それがまさかこんなことになってしまうなんて……。
「お前のような生意気な平民が聖女であるはずがない! こいつは聖女を偽り、皇国の転覆を目論んだ大罪人である! 連れて行けっ!」
え。嘘。なにそれ。
「皇太子殿下。ち、違います。私は本当に聖女の神託を得ております。どうか、信じて下さい」
「うるさい! うるさいうるさいうるさいうるさい!! お前は、本当にうるさいんだおおおおおおおっ!」
皇子はヒステリックに怒鳴り散らしては、手近な花瓶を床に叩きつけた。破片が私の頬を掠めて、微かな痛みが走る。そっと傷口に触れると、赤い血が滲んでいた。
婚約破棄だけじゃなくて、罪人にされるなんて……。
どうして、こんなことに……。
私はどこで間違えたのだろう……か。
窓の外では小鳥たちが歌い、青空を駆けていく。その光景がどこか遠い世界の事のように、私には思えた。
お父さん。お母さん。
ごめんなさい……。
◇ ◇ ◇ ◇ ◇
「はあ。どうしよう。どうすれば……」
私は宮廷から一転、地下牢に押し込められていた。このままでは両親を楽にさせて上げるどころか、追い詰める結果になってしまう。それはだめ。それだけは絶対に阻止しなくては!
でも、どうやって……。
そっと鉄格子に触れる。冷たい。この硬い鉄の棒を突破する術は、私にはない。
無力だった。絶望がじわりじわりと這い上がってくる。
「はあ……」
両膝を抱えてふさぎ込む。ため息ばかりをいくつも重ねていた。お尻も痛い。石畳の床に座っているせいで身体の熱が奪われていく。昨日までの暖かさが嘘のようだった。
「あんたも大変やね。聖女様」
看守のおじさんが眠そうな声で囁く。小さなやさしさが、逆に辛い。はあ。
「おや……。なんだろう。上が騒がしいな」
おじさんが呟き、薄暗い天井を見上げる。私は耳をすませた。確かに、なんだか高い音と振動が身体に伝わってくる。これは剣と銃の音?
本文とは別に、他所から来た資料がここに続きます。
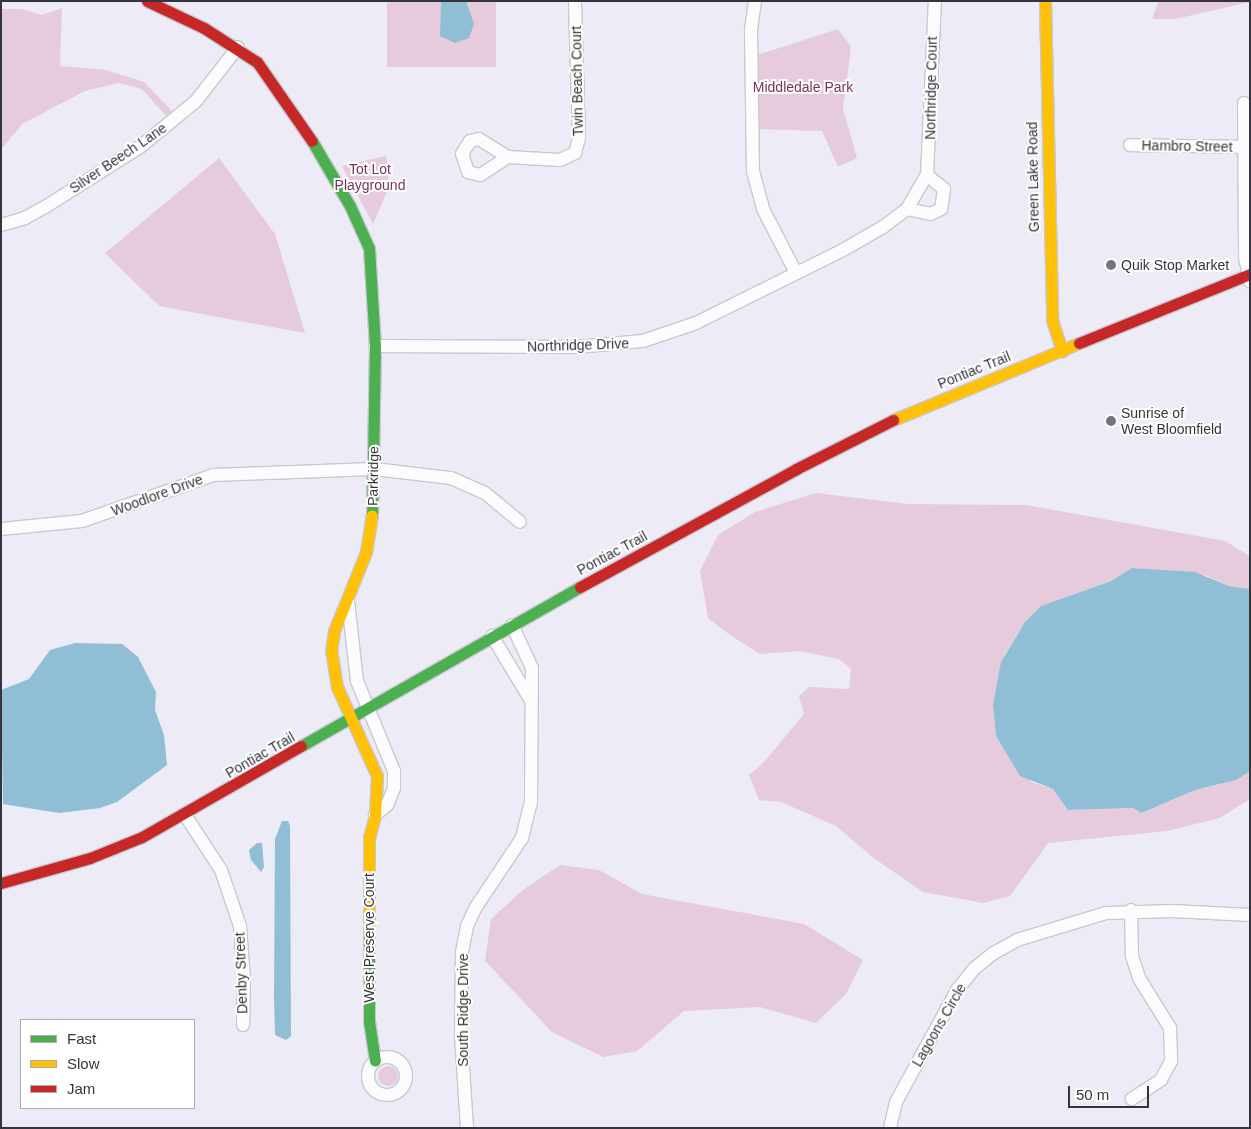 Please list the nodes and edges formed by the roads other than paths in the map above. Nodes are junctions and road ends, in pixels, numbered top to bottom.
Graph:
1 (147, 1) edge
2 (575, 1) edge
3 (756, 1) edge
4 (935, 1) edge
5 (1045, 1) edge
6 (238, 47) junction
7 (1244, 103) dead end
8 (1130, 145) dead end
9 (1245, 147) junction
10 (508, 157) dead end
11 (927, 175) junction
12 (907, 209) junction
13 (1, 225) edge
14 (796, 273) junction
15 (1249, 277) edge
16 (375, 346) junction
17 (1062, 351) junction
18 (374, 469) junction
19 (520, 522) dead end
20 (1, 529) edge
21 (348, 602) junction
22 (512, 625) junction
23 (492, 636) junction
24 (530, 699) junction
25 (369, 709) junction
26 (351, 720) junction
27 (375, 814) junction
28 (186, 815) junction
29 (1, 884) edge
30 (1131, 910) junction
31 (1250, 915) edge
32 (243, 1025) dead end
33 (375, 1061) dead end
34 (1132, 1099) dead end
35 (466, 1128) edge
36 (890, 1128) edge

1 - 6 street, Parkridge
2 - 10 street, Twin Beach Court
3 - 14 street
4 - 11 street, Northridge Court
5 - 17 street, Green Lake Road
6 - 13 street, Silver Beech Lane
6 - 16 street, Parkridge
7 - 9 street
8 - 9 street, Hambro Street
9 - 15 street
11 - 12 street, Northridge Court
11 - 12 street
12 - 14 street, Northridge Court
14 - 16 street, Northridge Drive
15 - 17 street, Pontiac Trail
16 - 18 street, Parkridge
17 - 22 street, Pontiac Trail
18 - 19 street, Woodlore Drive
18 - 20 street, Woodlore Drive
18 - 21 street, Parkridge
21 - 25 street, Parkridge
21 - 26 street, Parkridge
22 - 23 street, Pontiac Trail
22 - 24 street, South Ridge Drive
23 - 24 street, South Ridge Drive
23 - 25 street, Pontiac Trail
24 - 35 street, South Ridge Drive
25 - 26 street, Pontiac Trail
25 - 27 street, West Preserve Court
26 - 27 street, West Preserve Court
26 - 28 street, Pontiac Trail
27 - 33 street, West Preserve Court
28 - 29 street, Pontiac Trail
28 - 32 street, Denby Street
30 - 31 street, Lagoons Circle
30 - 34 street
30 - 36 street, Lagoons Circle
そう思った瞬間――突然、地下の扉が爆発した。耳を劈く轟音が鳴り響く。
「「ひっ!」」
看守のおじさんと私の悲鳴が重なる。煙と火薬の匂いが立ち込み、ドアの破片が派手に転がっている。直後、複数の人影がなだれ込んできた。足音が重なり、私の牢の前で止まる。心臓が高鳴り、恐怖を覚えた。徐々に煙がおさまり、影が顕になっていく。
現れた姿を見て、私は絶句する。目の前には三人の男性が立っていた。
どうしてだろうか。私は彼らを知っている。会ったことはない。ないはずだ。
それでも知っている。私は知っているのだ。
目の前に現れた三人は揃って美形の金髪碧眼。服装はアイビス共和国の制服だった。
「アリスフィア。ようやく見つけたよ」
知的で大人な雰囲気を持った青年が、そう述べる。
「アリス!! 大丈夫か!」
続いて、野性味のあるワイルドな彼が言った。
「アリスお姉ちゃん! ボク来たよっ!」
最後に、くせっ毛の愛くるしい姿の少年が笑顔をで言う。
三人の美しい男性たちが私を案じてくれていた。どこか懐かしいぬくもりが、心に広がっていく。
再び涙が溢れ出す。
そう。私は彼らを知っている。それは前世の――遠い思い出。
私はアリスフィア・ヴァレンタイン。今世では平民出の聖女。
そして目の前の三人に出会い、歯車は回りだす。記憶の輪廻が紡ぐビジョン。
そう。私はアリスフィア・ヴァレンタイン。――前世は剣聖アリスフィア・スタンピード。